Penjara [Tidak] Membuat Jera

Lembaga Pemasyarakatan atau yang lebih akrab dikenal dengan istilah penjara kini seolah mengalami pergeseran fungsi. Di tengah kasus kriminalitas dan hukum yang membanjir di negeri ini, penjara yang semestinya difungsikan untuk memberikan efek jera bagi narapidana (napi) justru berubah menjadi markas besar tindak kejahatan. Seperti dilansir Harian Jogja Edisi Selasa 4 Desember 2012 lalu, berbagai penyimpangan di penjara hingga saat ini masih menjadi momok bagi upaya penegakan keadilan di Indonesia.

Sejumlah kasus seperti prostitusi, judi, bahkan peredaran narkoba yang bisa terjadi dengan bebas di penjara perlu mendapat catatan tersendiri. Minimnya peralatan penunjang kerja, kurangnya pengawasan, hingga oknum sipir “nakal” selama ini selalu dijadikan “alibi” sejumlah pelanggaran tersebut.
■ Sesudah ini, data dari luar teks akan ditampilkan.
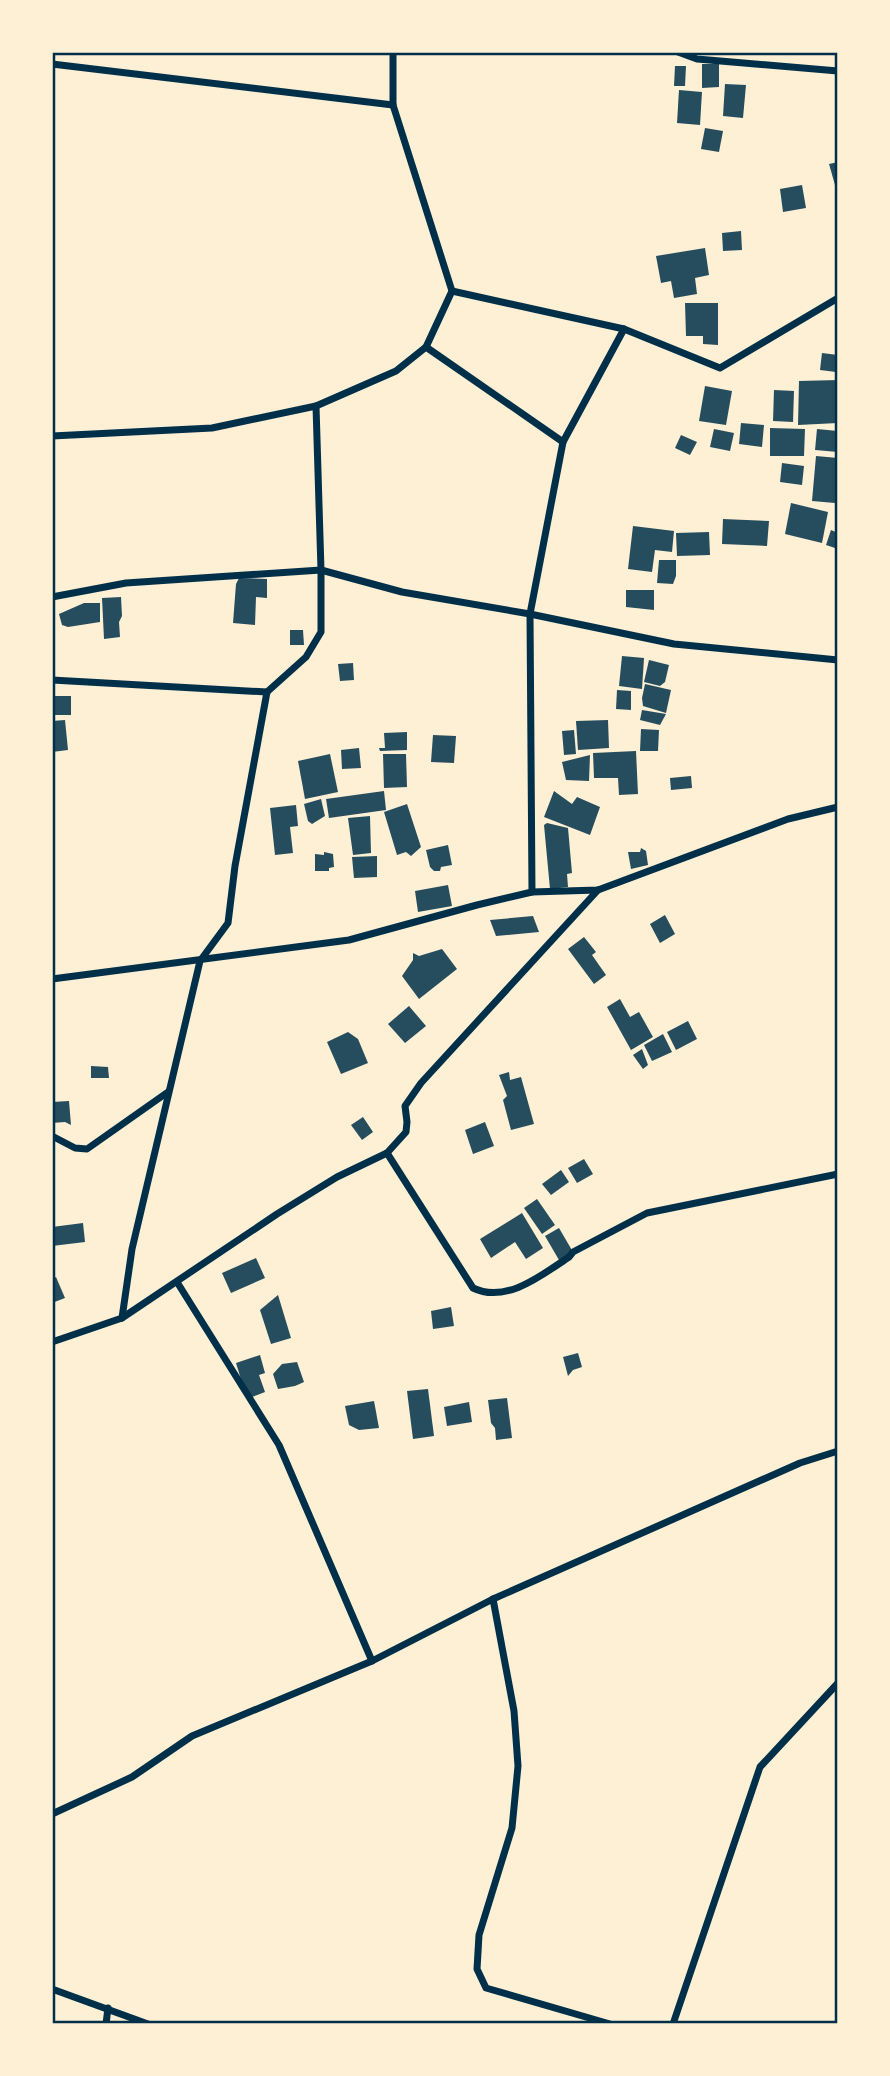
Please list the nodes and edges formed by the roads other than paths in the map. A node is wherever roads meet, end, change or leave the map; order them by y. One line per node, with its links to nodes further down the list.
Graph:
1 (393, 52): 5 (street)
2 (678, 52): 4 (street)
3 (52, 64): 5 (street)
4 (838, 71)
5 (393, 105): 6 (street)
6 (452, 291): 8 (street); 9 (street)
7 (838, 298): 8 (street)
8 (624, 329): 12 (street)
9 (426, 346): 10 (street); 12 (street)
10 (316, 406): 11 (street); 13 (street)
11 (52, 436)
12 (563, 442): 15 (street)
13 (321, 570): 14 (street); 15 (street); 18 (street)
14 (52, 597)
15 (530, 614): 16 (street); 21 (street)
16 (838, 660)
17 (52, 680): 18 (street)
18 (267, 692): 22 (street)
19 (838, 807): 20 (street)
20 (598, 890): 21 (street); 26 (street)
21 (532, 892): 22 (street)
22 (200, 961): 23 (street); 24 (street)
23 (52, 979)
24 (168, 1092): 25 (street); 29 (street)
25 (52, 1136)
26 (387, 1153): 27 (street); 28 (street)
27 (838, 1174)
28 (177, 1282): 29 (street); 33 (street)
29 (122, 1318): 30 (street)
30 (52, 1342)
31 (838, 1451): 32 (street)
32 (493, 1599): 33 (street); 40 (street)
33 (373, 1661): 35 (street)
34 (838, 1683): 41 (street)
35 (52, 1814)
36 (52, 1989): 37 (street)
37 (108, 2008): 38 (street); 39 (street)
38 (106, 2024)
39 (148, 2024)
40 (610, 2024)
41 (673, 2024)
Padahal selain faktor-faktor tadi, kita perlu mengantisipasi adanya dugaan kejahatan yang sistematis. Tindak penyimpangan di penjara yang terus berulang setiap tahunnya dan seolah tak pernah putus ini patut dicuragai sebagai kejahatan yang disengaja dan “dilestarikan” oleh pihak-pihak yang tidak bertanggungjawab. Kerjasama sejumlah oknum ini terjadi tidak lain karena mereka merasa diuntungkan dengan pelanggaran yang terjadi, sehingga lupa akan akibat jangka panjang yang ditimbulkan.
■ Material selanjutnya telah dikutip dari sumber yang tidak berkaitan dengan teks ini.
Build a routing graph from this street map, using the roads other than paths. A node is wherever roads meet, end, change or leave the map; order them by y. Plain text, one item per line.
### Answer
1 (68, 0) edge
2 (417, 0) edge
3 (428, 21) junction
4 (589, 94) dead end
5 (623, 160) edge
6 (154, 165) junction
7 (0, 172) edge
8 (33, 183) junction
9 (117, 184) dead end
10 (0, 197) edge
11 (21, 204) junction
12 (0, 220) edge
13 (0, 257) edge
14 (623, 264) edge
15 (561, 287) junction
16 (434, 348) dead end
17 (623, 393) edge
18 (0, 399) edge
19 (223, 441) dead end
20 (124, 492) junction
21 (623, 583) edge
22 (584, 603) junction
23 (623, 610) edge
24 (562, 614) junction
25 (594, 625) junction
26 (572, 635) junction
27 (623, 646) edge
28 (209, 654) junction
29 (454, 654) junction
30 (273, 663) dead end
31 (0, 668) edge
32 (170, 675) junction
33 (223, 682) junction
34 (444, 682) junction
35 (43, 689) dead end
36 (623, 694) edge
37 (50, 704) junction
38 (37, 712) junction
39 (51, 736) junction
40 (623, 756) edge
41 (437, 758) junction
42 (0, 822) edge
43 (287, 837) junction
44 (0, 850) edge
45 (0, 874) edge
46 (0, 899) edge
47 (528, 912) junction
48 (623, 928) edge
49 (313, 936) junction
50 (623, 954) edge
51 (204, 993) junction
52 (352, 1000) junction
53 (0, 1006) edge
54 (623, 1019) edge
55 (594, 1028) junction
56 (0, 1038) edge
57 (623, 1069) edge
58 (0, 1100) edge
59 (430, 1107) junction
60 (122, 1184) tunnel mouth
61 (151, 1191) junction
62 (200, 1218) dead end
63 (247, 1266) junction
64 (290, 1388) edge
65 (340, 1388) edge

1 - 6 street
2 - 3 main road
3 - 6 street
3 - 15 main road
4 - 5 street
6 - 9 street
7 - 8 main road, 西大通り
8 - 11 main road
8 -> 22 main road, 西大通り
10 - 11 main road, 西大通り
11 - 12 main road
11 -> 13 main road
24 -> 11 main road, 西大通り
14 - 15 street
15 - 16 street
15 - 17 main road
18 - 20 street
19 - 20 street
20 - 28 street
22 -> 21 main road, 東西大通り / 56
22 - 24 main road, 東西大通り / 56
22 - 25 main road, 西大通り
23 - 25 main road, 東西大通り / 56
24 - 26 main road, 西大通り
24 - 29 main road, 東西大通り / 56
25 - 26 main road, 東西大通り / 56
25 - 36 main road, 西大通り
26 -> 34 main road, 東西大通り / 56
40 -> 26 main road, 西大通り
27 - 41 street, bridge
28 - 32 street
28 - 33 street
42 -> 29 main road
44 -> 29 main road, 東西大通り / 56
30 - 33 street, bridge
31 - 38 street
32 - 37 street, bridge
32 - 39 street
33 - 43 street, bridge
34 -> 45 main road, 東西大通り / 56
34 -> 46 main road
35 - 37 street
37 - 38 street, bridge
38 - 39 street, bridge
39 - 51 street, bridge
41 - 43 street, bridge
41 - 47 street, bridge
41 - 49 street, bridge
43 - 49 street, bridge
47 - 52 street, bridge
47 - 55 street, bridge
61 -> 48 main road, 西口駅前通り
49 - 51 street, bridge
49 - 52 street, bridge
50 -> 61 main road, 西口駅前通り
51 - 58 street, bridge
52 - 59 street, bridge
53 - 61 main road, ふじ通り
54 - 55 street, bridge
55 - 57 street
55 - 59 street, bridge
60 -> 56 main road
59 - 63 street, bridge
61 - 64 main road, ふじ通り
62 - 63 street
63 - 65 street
Atas nama uang, penegakan hukum kembali tergadaikan. Sebuah pepatah “ada harga ada mutu” seolah turut berlaku di tempat yang sepatutnya memberikan pendidikan moral tersebut. Kini penjara tak ubahnya seperti persewaan apartemen di mana penghuni bisa memilih “tempat tinggal” beserta fasilitasnya sesuai dengan anggaran kantong masing-masing. Ruangan dengan jeruji besi yang selama ini melekat dalam istilah penjara dapat disulap bak kamar hotel berfasilitas mewah. Slogan yang kemudian berlaku hampir di semua lini adalah “semua bisa diatur dengan uang”.
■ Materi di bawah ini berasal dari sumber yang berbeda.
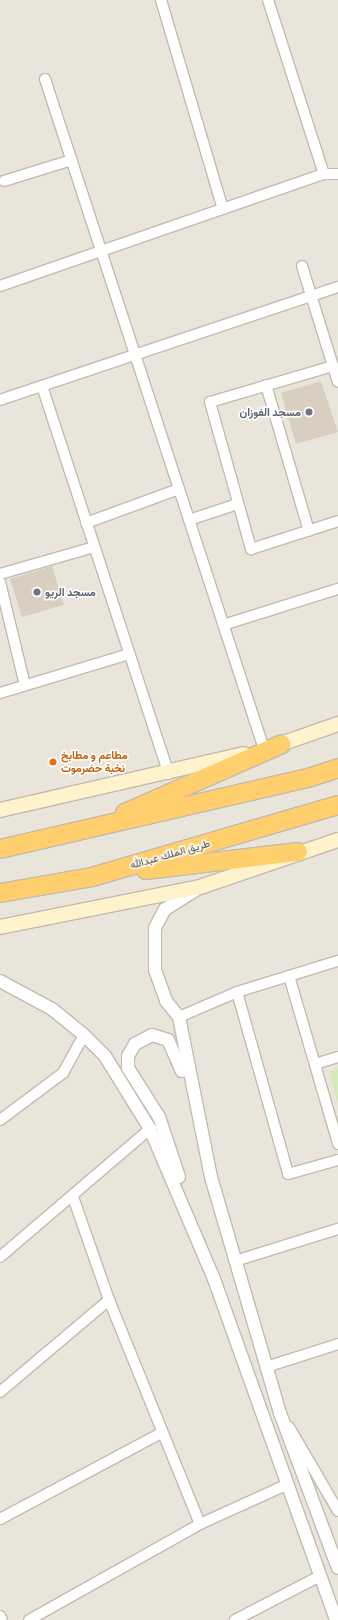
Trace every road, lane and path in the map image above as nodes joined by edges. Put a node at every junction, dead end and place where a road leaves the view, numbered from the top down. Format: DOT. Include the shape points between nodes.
graph roads {
  1 [pos="161,0"];
  2 [pos="268,0"];
  3 [pos="45,79"];
  4 [pos="72,160"];
  5 [pos="324,174"];
  6 [pos="338,174"];
  7 [pos="4,182"];
  8 [pos="223,209"];
  9 [pos="102,251"];
  10 [pos="302,266"];
  11 [pos="0,286"];
  12 [pos="338,287"];
  13 [pos="311,295"];
  14 [pos="135,354"];
  15 [pos="333,366"];
  16 [pos="338,382"];
  17 [pos="266,385"];
  18 [pos="42,386"];
  19 [pos="0,400"];
  20 [pos="179,489"];
  21 [pos="237,504"];
  22 [pos="189,520"];
  23 [pos="338,521"];
  24 [pos="86,523"];
  25 [pos="309,531"];
  26 [pos="94,547"];
  27 [pos="0,574"];
  28 [pos="0,582"];
  29 [pos="338,589"];
  30 [pos="223,625"];
  31 [pos="129,654"];
  32 [pos="25,685"];
  33 [pos="0,693"];
  34 [pos="338,724"];
  35 [pos="282,744"];
  36 [pos="264,749"];
  37 [pos="338,768"];
  38 [pos="169,774"];
  39 [pos="338,805"];
  40 [pos="4,808"];
  41 [pos="80,832"];
  42 [pos="338,840"];
  43 [pos="0,849"];
  44 [pos="298,852"];
  45 [pos="92,877"];
  46 [pos="200,888"];
  47 [pos="0,893"];
  48 [pos="0,927"];
  49 [pos="338,961"];
  50 [pos="289,976"];
  51 [pos="0,981"];
  52 [pos="237,992"];
  53 [pos="179,1017"];
  54 [pos="84,1035"];
  55 [pos="338,1057"];
  56 [pos="314,1064"];
  57 [pos="0,1120"];
  58 [pos="150,1129"];
  59 [pos="338,1144"];
  60 [pos="338,1160"];
  61 [pos="211,1177"];
  62 [pos="73,1197"];
  63 [pos="338,1229"];
  64 [pos="195,1232"];
  65 [pos="0,1257"];
  66 [pos="235,1261"];
  67 [pos="108,1300"];
  68 [pos="338,1344"];
  69 [pos="266,1367"];
  70 [pos="0,1392"];
  71 [pos="280,1413"];
  72 [pos="161,1433"];
  73 [pos="286,1485"];
  74 [pos="338,1511"];
  75 [pos="0,1519"];
  76 [pos="200,1524"];
  77 [pos="338,1568"];
  78 [pos="318,1576"];
  79 [pos="0,1616"];
  80 [pos="2,1620"];
  81 [pos="29,1620"];
  82 [pos="235,1620"];
  83 [pos="336,1620"];
  1 -- 8 [label="street"];
  2 -- 5 [label="street"];
  3 -- 4 [label="street"];
  4 -- 7 [label="street"];
  4 -- 9 [label="street"];
  5 -- 6 [label="street"];
  5 -- 8 [label="street"];
  8 -- 9 [label="street"];
  9 -- 11 [label="street"];
  9 -- 14 [label="street"];
  10 -- 13 [label="street"];
  12 -- 13 [label="street"];
  13 -- 14 [label="street"];
  13 -- 15 [label="street"];
  14 -- 18 [label="street"];
  14 -- 20 [label="street"];
  15 -- 16 [label="street"];
  15 -- 17 [label="street"];
  17 -- 21 [label="street" via="210,402"];
  17 -- 25 [label="street"];
  18 -- 19 [label="street"];
  18 -- 24 [label="street"];
  20 -- 22 [label="street"];
  20 -- 24 [label="street"];
  21 -- 22 [label="street"];
  21 -- 25 [label="street" via="251,549"];
  22 -- 30 [label="street"];
  23 -- 25 [label="street"];
  24 -- 26 [label="street"];
  26 -- 27 [label="street"];
  26 -- 31 [label="street"];
  28 -- 32 [label="street"];
  29 -- 30 [label="street"];
  30 -- 36 [label="street"];
  31 -- 32 [label="street"];
  31 -- 38 [label="street"];
  32 -- 33 [label="street"];
  34 -- 35 [label="main road"];
  35 -- 36 [label="main road"];
  35 -- 41 [label="highway"];
  36 -- 38 [label="main road"];
  37 -- 41 [label="highway" via="311,777"];
  38 -- 40 [label="main road"];
  39 -- 45 [label="highway, طريق الملك عبدالله"];
  41 -- 43 [label="highway"];
  42 -- 44 [label="main road"];
  44 -- 45 [label="highway"];
  44 -- 46 [label="main road"];
  45 -- 47 [label="highway, طريق الملك عبدالله"];
  46 -- 48 [label="main road"];
  46 -- 53 [label="street" via="166,909 155,928 155,970 166,1001"];
  49 -- 50 [label="street"];
  50 -- 52 [label="street"];
  50 -- 56 [label="street"];
  51 -- 54 [label="street" via="52,1009"];
  52 -- 53 [label="street"];
  52 -- 60 [label="street" via="288,1174"];
  53 -- 61 [label="street"];
  54 -- 57 [label="street" via="63,1073"];
  54 -- 58 [label="street" via="105,1056"];
  55 -- 56 [label="street"];
  56 -- 59 [label="street"];
  58 -- 62 [label="street"];
  58 -- 64 [label="street"];
  61 -- 64 [label="street" via="179,1059 168,1040 152,1035 135,1044 128,1056 128,1068 159,1117 173,1154"];
  61 -- 66 [label="street"];
  62 -- 65 [label="street"];
  62 -- 67 [label="street"];
  63 -- 66 [label="street"];
  64 -- 73 [label="street"];
  66 -- 69 [label="street"];
  67 -- 70 [label="street"];
  67 -- 72 [label="street"];
  68 -- 69 [label="street"];
  69 -- 71 [label="street"];
  71 -- 74 [label="street"];
  71 -- 77 [label="street"];
  72 -- 75 [label="street"];
  72 -- 76 [label="street"];
  73 -- 76 [label="street"];
  73 -- 78 [label="street"];
  76 -- 81 [label="street"];
  78 -- 82 [label="street"];
  78 -- 83 [label="street"];
  79 -- 80 [label="street"];
}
Kasus pelaku suap jaksa, Artalita Suryani yang tinggal dalam penjara mewah adalah salah satu sisi gunung es cacat hukum yang tampak di permukaan. Padahal Undang-Undang Nomor 12 tahun 1995 tentang Lembaga Pemasyarakatan dengan tegas menjelaskan adanya larangan memberikan perbedaan antara napi yang satu dengan yang lain. Selain itu, dalam Pasal 2 Undang-Undang Lembaga Pemasyarakatan turut menyebutkan bahwa sistem pemasyarakatan yang dicanangkan dalam lembaga tersebut diselenggarakan dalam rangka membentuk Warga Binaan Pemasyarakatan agar menyadari kesalahan, memperbaiki diri, dan tidak mengulangi tindak pidana sehingga dapat diterima kembali oleh lingkungan masyarakat. Ironisnya, seorang napi yang keluar dari penjara justru seringkali mewujud sebagai pelaku kejahatan yang lebih “handal dan profesional” daripada berubah menjadi warga negara yang patuh hukum.

Pada dasarnya, setiap tindakan yang berlaku di Lembaga Pemasyarakatan sudah sepatutnya diarahkan demi pembelajaran dan penyiapan mental warga negara yang berkarakter. Permasalahan ini terlihat pelik memang, tetapi bagaimanapun tidak ada masalah yang tidak bisa diselesaikan. Hanya saja, prinsip ini akan benar-benar berfungsi ketika semua pihak berkomitmen untuk melakukan reformasi hukum yang menyeluruh. Di samping itu, pendidikan yang baik dalam berbagai level turut memegang peranan penting dalam menciptakan warga negara yang mencintai bangsanya, baik dalam bentuk ideologi maupun dalam bersikap.